Men Style

Short Slim Men

Jackets

1.  Shoulder can be higher and slightly broader.

2. Torso should broaden  the chest and shoulders and have slight waist suppression.

3. Jacket length should be as short as possible; however, covering the buttocks without cutting the wearer in two.

4. Single breasted, three button coats promote a longer line.

5. Double-breasted coats should have a long roll and button below the natural waist.

6. Lapel notches should be in the chest's upper range. Peaked lapels offer more height.

7. Side vents or no vents.

8. Flap pockets add more width to the hip and balance better with the wider shoulder, but they are not as elongating   as the simple besom pocket.

9. Fabrics such as mill-finished worsteds and flannels; with patterning that emphasizes verticality such as: herringbones, medium spaced chalk or pinstripes, and windowpanes longer in the woof (vertical) than the weft (horizontal).

Trousers

1. A matching trouser lengthens more than a contrasting one.

2. Should be worn high on the waist and fuller on the hip to promote a longer leg line and to smooth the transition of the fuller trouser with the larger scale shoe.

3. Trouser should break on shoe to extend the view from top to bottom.

4. Cuffs (1 5/8") help to smooth the transition of the fuller trouser with the larger scale shoe.

Accessories

1. Striped dress shirts with non-contrasting collars and cuffs.

2. Spread collars, tab collars, long pointed pin collars

3. Suspenders emphasize verticality.

4. Striped, solid, understated neckwear knotted in four in hand style.

5. Longer four in hand necktie can be tucked into trouser.

6. Tonal handkerchief folded with points leaning outward.

7. Welted soled shoes add height and balance with the breadth of the shoulder.

 

Short Heavy Men

Clothes should also elongate but work to deemphasize breadth.

Jackets

1. Straighter cut coat.

2. Two button single breasted better than three button or double breasted.

3. Besom pockets over flap

4. Side vents over no vents

5. Sleeves need to taper down to cuff, cannot be too wide at hand

6. Fabrics should be dark and smooth, such as fine worsted.

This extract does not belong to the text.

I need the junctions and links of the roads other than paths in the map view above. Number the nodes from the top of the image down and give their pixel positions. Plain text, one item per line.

7. Dark solids, medium-width stripping, and herringbones deemphasize bulk.

Trousers

1. Reverse pleat on trousers keeps front flat while breaking the expanse of its width.

2. As long a rise a comfortable, fit on natural waist not below protruding stomach.

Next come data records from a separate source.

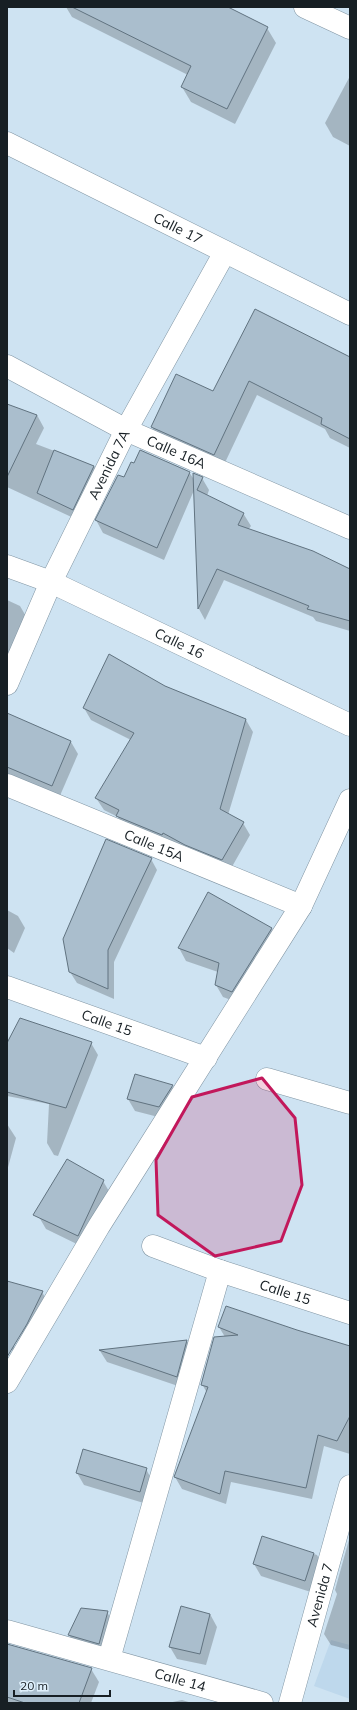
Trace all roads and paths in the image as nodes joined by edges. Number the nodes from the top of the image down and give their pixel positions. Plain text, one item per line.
1 (305, 7) edge
2 (350, 28) edge
3 (7, 143) edge
4 (225, 252) junction
5 (350, 314) edge
6 (7, 366) edge
7 (126, 430) junction
8 (350, 528) edge
9 (7, 566) edge
10 (51, 582) junction
11 (7, 684) edge
12 (350, 725) edge
13 (7, 785) edge
14 (350, 800) edge
15 (301, 906) junction
16 (7, 987) edge
17 (206, 1058) junction
18 (266, 1079) dead end
19 (350, 1102) edge
20 (153, 1246) dead end
21 (220, 1271) junction
22 (350, 1313) edge
23 (7, 1382) edge
24 (350, 1486) edge
25 (7, 1631) edge
26 (109, 1659) junction
27 (262, 1703) edge
28 (290, 1703) edge

1 - 2 street
3 - 4 street, Calle 17
4 - 5 street, Calle 17
4 - 7 street, Avenida 7A
6 - 7 street, Calle 16A
7 - 8 street, Calle 16A
7 - 10 street, Avenida 7A
9 - 10 street, Calle 16
10 - 11 street, Avenida 7A
10 - 12 street, Calle 16
13 - 15 street, Calle 15A
14 - 15 street
15 - 17 street
16 - 17 street, Calle 15
17 - 23 street
18 - 19 street
20 - 21 street, Calle 15
21 - 22 street, Calle 15
21 - 26 street
24 - 28 street, Avenida 7
25 - 26 street, Calle 14
26 - 27 street, Calle 14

3. Cuffs assist the transition of the full cut trouser to the larger scaled shoe.

Accessories

1. Long straight point collars.

2. solid ties; patterned ties; ties with stripes or prints with movement.

3. Welt-sole shoes for a more substantial platform; no lightweight, dainty footwear.

 

Tall Men

The taller the tree, the broader its branches, so the tall man needs fuller cut clothes for balance and style. The selections should deemphasize length by breaking up vertical lines

Jackets

1. Sloping shoulders of generous width.

2. Coat should be cut on the longer side.

3. Double-breasted model that buttons on waist, not below it, such as the 6/2 placement

4. Two button single breasted

5. Broader lapels, finishing in lower area of upper chest.

6. Flap pockets and the additional ticket pocket help fragment verticality.

7. The fabrics can be heavier in look, such as flannels and cheviots, and of larger scale in pattern, as broad stripes, hounds tooth checks, glen plaids, or squared-off  window panes.

Trousers

1. Long rise, full cut with deep pleats.

2. Legs with gentle taper.

3. Cuffs (1 3/4) with definite break on shoe.

Accessories

1. Full cut shirts must show 1/2" of shirt cuff

2. White contrast collars and cuffs break up length.

3. Amply proportioned spread collars.

4. Broadly spaced, fine-lined stripes, tattersall checks, windowpanes and horizontal stripes.

5. Belts break up length.

6. Welt soled shoes for more substantial foundation.

 

Athletic Build

For the man of average height whose chest size is at least eight inches more than his waist size, the principle is to re-proportion the over sized shoulder with the smaller bottom.

Jackets

1. Shoulders should be as unpadded and natural looking as possible.

2. Jackets need length to balance the strong shoulder without shortening the leg line.

3. Minimal waist suppression.

4. Two button single breasted over double breasted avoid three button single breasted.

5. Lapels should be full with slight belly.

6. Flaps on pockets

7. Side vents or no vents

8. Fabrics should deemphasize bulk: solid worsteds herringbones, vertical windowpanes, subtle stripes with no less than 3/4" spacing

Trousers

1. To fill out the jacket, trousers must be worn as high on the waist as comfortable.

2. Full cut through hip and thigh with taper to 1 3/4" cuff.

3. Trousers leg should have definite break on shoe.

Accessories

Assuming a broad face and thick neck:

1. Vertical shirt collars such as tab or long points.

2. Solid, striped, or patterned neck wear.

3. Shirts with strong stripes.

4. Shoes with larger scale to balance shoulders.